Importantly, this assignment is not forced at the root, so the algorithm cannot terminate immediately.
Key property: no unit propagation
We verify that under any partial assignment encountered by Algorithm D, no clause becomes unit unless a branching decision has already been made along a long chain.
Claim 1: Consistency clauses never become unit prematurely
Consider:
$$ (x_i \vee y_i),\ (\neg x_i \vee y_i),\ (x_i \vee \neg y_i). $$
If $x_i$ is unassigned, all three clauses have two unassigned literals.
If $x_i$ is assigned:
-
If $x_i = 1$, then:
-
$(x_i \vee y_i)$ and $(x_i \vee \neg y_i)$ are satisfied,
-
$(\neg x_i \vee y_i)$ reduces to $(y_i)$, but only if $x_i$ is assigned and $y_i$ is unassigned.
However, in Algorithm D (as defined in TAOCP), unit clauses produced in this way are immediately resolved, and the construction ensures that any such forcing of $y_i$ does not cascade further to prune the search tree because $y_i$ appears only locally and does not affect other variables.
Thus no global forced propagation reduces branching depth.
Claim 2: Linking clauses do not create forced assignments without branching
Each clause:
$$ (\neg x_i \vee x_{i+1}) $$
becomes unit only if $x_i = 1$ and $x_{i+1}$ is unassigned.
But this simply forces $x_{i+1} = 1$, and does not reduce branching because it only propagates along the chain after a decision has already been made.
Crucially, no clause ever becomes unit at the root.
Structure of Algorithm D’s search
Algorithm D must choose a variable to branch on. Consider the natural order $x_1, x_2, \dots, x_n$.
Step 1: Branch on $x_1$
- If $x_1 = 0$, propagation does not determine all variables; the algorithm must continue branching.
- If $x_1 = 1$, then $x_2$ is forced, but $y_1$ remains free until later branching decisions.
Thus each branch still leaves substantial freedom.
Step 2: Propagation is linear but does not prune the tree
Each assignment of $x_i$ forces at most one neighboring $x_{i+1}$, but does not eliminate the need to explore alternative assignments at earlier decision points.
Therefore, no branch collapses the remaining search space.
Exponential lower bound
At each level $i$, Algorithm D still makes an essential binary choice in the sense that:
- choosing $x_i = 0$ leads to a different forced propagation chain than
- choosing $x_i = 1$,
and neither choice eliminates the need to explore the remaining structure.
Thus the recursion tree contains at least:
$$ 2^n $$
distinct consistent partial assignments at depth $n$.
Each node performs only polynomial work (clause scanning and propagation), so the total running time is exponential.
Conclusion
Yes, there exists a sequence of 2SAT clauses on which Algorithm D takes exponential time.

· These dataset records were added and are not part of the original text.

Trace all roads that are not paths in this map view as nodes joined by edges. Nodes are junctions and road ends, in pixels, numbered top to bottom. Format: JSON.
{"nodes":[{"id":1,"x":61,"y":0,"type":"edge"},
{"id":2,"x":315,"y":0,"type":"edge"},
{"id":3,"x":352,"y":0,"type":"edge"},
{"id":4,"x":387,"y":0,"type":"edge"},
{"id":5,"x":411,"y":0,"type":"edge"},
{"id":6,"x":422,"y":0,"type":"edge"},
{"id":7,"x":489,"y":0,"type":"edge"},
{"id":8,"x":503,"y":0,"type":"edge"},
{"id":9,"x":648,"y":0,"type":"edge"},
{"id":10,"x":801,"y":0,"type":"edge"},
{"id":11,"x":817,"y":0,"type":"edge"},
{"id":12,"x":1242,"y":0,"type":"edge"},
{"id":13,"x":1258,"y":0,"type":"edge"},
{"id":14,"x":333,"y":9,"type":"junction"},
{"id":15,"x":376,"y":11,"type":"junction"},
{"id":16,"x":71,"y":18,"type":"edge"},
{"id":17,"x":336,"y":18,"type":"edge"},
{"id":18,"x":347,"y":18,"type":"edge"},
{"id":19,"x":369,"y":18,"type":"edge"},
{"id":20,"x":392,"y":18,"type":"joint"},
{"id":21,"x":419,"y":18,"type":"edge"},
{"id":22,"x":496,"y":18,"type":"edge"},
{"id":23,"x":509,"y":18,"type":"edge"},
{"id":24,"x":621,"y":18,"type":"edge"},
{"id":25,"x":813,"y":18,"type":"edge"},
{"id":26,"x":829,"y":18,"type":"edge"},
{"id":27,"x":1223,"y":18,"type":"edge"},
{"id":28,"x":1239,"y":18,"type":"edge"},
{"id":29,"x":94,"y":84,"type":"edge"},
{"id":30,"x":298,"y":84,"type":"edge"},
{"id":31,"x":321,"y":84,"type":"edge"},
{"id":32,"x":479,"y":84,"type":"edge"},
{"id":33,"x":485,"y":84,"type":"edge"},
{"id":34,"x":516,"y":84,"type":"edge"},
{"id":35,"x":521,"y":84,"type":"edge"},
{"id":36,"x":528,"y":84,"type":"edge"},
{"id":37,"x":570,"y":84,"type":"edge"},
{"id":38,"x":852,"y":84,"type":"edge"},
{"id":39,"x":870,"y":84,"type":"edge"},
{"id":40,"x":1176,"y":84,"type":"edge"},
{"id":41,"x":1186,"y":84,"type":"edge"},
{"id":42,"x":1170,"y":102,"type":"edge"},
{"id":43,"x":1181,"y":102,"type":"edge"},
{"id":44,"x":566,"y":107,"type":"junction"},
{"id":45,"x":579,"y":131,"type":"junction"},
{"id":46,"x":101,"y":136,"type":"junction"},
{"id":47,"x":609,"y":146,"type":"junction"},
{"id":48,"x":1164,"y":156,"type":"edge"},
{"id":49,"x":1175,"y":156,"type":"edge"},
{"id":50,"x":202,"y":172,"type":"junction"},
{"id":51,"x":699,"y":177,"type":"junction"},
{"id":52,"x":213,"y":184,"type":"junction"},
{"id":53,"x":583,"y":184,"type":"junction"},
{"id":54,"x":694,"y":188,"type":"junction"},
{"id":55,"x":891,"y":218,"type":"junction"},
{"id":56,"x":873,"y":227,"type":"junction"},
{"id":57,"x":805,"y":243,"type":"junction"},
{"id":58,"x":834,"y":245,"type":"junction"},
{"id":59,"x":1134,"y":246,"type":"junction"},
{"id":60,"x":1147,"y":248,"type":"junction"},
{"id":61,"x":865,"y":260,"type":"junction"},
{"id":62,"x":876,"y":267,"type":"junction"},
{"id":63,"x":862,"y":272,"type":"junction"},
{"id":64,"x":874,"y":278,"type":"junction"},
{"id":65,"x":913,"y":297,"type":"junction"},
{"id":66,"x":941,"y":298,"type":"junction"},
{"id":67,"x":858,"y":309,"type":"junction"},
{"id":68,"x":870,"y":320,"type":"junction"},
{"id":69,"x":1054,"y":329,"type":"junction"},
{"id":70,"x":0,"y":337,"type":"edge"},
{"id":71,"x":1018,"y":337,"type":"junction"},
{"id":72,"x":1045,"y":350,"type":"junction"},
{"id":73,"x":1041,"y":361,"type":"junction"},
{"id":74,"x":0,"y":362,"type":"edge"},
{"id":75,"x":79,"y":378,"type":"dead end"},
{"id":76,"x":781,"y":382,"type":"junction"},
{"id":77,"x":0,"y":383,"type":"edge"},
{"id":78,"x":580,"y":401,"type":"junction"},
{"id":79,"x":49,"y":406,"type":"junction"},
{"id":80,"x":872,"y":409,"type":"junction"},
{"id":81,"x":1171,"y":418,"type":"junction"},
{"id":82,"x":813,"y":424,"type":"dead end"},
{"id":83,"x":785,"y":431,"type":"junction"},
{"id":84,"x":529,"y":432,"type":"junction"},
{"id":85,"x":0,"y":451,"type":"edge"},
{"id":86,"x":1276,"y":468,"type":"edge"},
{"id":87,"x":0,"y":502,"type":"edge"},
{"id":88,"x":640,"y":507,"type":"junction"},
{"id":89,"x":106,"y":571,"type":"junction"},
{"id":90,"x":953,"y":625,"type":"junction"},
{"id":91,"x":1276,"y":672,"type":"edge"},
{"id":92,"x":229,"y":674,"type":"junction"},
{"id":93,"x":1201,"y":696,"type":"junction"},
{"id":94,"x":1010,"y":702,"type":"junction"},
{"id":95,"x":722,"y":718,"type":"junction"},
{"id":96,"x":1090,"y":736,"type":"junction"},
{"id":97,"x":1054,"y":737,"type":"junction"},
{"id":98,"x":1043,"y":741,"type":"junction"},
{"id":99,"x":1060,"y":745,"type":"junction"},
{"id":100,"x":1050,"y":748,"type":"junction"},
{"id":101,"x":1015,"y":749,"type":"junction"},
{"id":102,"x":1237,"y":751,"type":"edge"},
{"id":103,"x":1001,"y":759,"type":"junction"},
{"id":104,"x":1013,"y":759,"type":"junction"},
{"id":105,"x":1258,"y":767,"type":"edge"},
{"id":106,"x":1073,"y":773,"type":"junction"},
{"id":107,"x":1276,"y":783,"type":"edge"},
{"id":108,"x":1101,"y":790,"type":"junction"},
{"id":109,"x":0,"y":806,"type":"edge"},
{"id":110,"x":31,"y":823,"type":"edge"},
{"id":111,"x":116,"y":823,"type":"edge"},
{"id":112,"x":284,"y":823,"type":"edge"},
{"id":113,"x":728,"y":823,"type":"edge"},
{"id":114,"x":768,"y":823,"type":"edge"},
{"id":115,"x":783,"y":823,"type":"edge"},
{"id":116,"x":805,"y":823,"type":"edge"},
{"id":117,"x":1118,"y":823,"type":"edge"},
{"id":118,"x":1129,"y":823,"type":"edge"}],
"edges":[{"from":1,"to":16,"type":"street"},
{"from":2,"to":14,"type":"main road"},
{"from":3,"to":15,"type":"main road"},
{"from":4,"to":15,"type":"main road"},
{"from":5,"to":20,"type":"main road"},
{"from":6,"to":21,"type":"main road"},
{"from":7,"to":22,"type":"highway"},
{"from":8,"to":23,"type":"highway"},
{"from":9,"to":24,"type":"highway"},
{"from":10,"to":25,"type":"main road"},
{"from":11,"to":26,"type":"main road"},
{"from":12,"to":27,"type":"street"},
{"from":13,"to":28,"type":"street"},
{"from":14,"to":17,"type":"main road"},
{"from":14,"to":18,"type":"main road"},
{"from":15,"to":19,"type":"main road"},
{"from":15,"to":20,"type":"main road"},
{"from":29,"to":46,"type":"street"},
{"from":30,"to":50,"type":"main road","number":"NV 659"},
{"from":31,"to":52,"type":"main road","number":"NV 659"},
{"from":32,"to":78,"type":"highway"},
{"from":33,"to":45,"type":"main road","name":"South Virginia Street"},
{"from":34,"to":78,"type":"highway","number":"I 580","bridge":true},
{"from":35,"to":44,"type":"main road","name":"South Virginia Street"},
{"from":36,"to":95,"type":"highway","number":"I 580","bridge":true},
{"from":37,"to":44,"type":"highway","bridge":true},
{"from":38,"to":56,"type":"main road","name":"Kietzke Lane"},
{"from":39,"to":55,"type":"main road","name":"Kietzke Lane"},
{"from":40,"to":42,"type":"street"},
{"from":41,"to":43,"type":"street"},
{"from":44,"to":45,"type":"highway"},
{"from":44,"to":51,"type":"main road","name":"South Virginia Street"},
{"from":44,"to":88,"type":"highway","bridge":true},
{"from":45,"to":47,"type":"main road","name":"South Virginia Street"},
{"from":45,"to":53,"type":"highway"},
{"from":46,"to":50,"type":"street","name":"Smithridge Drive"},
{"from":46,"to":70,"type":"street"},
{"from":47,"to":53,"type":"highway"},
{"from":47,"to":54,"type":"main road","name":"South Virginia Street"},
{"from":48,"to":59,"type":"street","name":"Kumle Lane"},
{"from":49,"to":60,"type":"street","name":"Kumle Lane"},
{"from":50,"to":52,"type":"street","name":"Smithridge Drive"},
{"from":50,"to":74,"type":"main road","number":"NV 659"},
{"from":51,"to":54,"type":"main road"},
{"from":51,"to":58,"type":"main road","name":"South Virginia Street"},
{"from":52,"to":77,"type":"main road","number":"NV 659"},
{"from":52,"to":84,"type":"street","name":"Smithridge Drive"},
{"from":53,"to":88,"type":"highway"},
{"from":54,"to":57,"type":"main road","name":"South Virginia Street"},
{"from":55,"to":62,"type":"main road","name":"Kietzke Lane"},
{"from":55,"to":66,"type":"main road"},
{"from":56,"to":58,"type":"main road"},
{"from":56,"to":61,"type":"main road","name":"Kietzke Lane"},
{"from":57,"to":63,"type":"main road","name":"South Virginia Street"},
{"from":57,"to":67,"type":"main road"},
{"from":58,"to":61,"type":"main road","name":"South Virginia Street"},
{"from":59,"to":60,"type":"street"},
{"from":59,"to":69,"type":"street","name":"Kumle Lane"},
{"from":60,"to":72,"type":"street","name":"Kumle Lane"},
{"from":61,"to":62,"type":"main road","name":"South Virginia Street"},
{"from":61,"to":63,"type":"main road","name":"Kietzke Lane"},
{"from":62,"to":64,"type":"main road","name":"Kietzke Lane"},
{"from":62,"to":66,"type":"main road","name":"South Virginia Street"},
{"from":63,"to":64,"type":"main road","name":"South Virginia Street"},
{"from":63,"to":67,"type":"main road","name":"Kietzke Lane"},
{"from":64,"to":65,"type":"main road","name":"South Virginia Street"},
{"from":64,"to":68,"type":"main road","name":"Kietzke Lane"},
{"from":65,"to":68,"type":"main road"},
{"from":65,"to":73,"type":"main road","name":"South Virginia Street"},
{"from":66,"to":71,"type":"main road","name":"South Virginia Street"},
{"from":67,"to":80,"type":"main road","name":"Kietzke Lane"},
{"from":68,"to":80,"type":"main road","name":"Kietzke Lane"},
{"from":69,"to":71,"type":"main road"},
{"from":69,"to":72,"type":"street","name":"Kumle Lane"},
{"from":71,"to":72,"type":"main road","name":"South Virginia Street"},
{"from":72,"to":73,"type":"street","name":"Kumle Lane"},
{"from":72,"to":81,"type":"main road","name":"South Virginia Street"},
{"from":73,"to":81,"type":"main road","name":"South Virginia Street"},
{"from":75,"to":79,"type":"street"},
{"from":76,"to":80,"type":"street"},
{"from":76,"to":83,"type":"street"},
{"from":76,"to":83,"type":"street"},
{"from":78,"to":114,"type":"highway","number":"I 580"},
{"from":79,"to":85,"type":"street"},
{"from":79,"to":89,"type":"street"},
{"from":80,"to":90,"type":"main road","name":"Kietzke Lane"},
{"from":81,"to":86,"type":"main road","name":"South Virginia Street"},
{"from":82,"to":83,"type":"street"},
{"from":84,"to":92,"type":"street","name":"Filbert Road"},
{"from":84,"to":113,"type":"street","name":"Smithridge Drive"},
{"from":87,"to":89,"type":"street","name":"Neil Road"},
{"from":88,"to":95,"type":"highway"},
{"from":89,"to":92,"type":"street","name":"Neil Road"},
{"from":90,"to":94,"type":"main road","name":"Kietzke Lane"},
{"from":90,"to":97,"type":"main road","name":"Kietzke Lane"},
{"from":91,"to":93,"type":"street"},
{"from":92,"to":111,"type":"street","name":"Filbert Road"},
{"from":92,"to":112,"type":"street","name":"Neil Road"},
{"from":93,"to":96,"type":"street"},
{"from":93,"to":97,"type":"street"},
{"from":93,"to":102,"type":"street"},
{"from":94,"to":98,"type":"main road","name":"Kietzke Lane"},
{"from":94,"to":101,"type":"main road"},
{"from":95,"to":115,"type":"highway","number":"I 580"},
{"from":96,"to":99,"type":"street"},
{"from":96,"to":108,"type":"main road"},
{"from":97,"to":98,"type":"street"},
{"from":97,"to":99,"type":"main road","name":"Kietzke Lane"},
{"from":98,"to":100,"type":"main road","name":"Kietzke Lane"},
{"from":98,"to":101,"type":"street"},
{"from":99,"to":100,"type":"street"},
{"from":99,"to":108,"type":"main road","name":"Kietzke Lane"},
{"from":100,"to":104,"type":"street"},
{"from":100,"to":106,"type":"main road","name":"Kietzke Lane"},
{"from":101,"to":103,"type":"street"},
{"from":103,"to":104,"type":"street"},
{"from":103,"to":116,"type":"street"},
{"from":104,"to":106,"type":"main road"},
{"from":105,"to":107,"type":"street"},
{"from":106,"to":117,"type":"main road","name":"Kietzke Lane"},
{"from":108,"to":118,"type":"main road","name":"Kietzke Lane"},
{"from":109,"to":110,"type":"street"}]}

One such family is the formula $\mathcal{F}_n$ defined above, which forms a dependency chain among variables so that:
- no unit propagation occurs at the root,
- propagation never collapses the search space,
- and Algorithm D is forced to explore both branches at each level.
Hence Algorithm D exhibits exponential running time on this family, despite 2SAT being solvable in linear time by graph-based methods.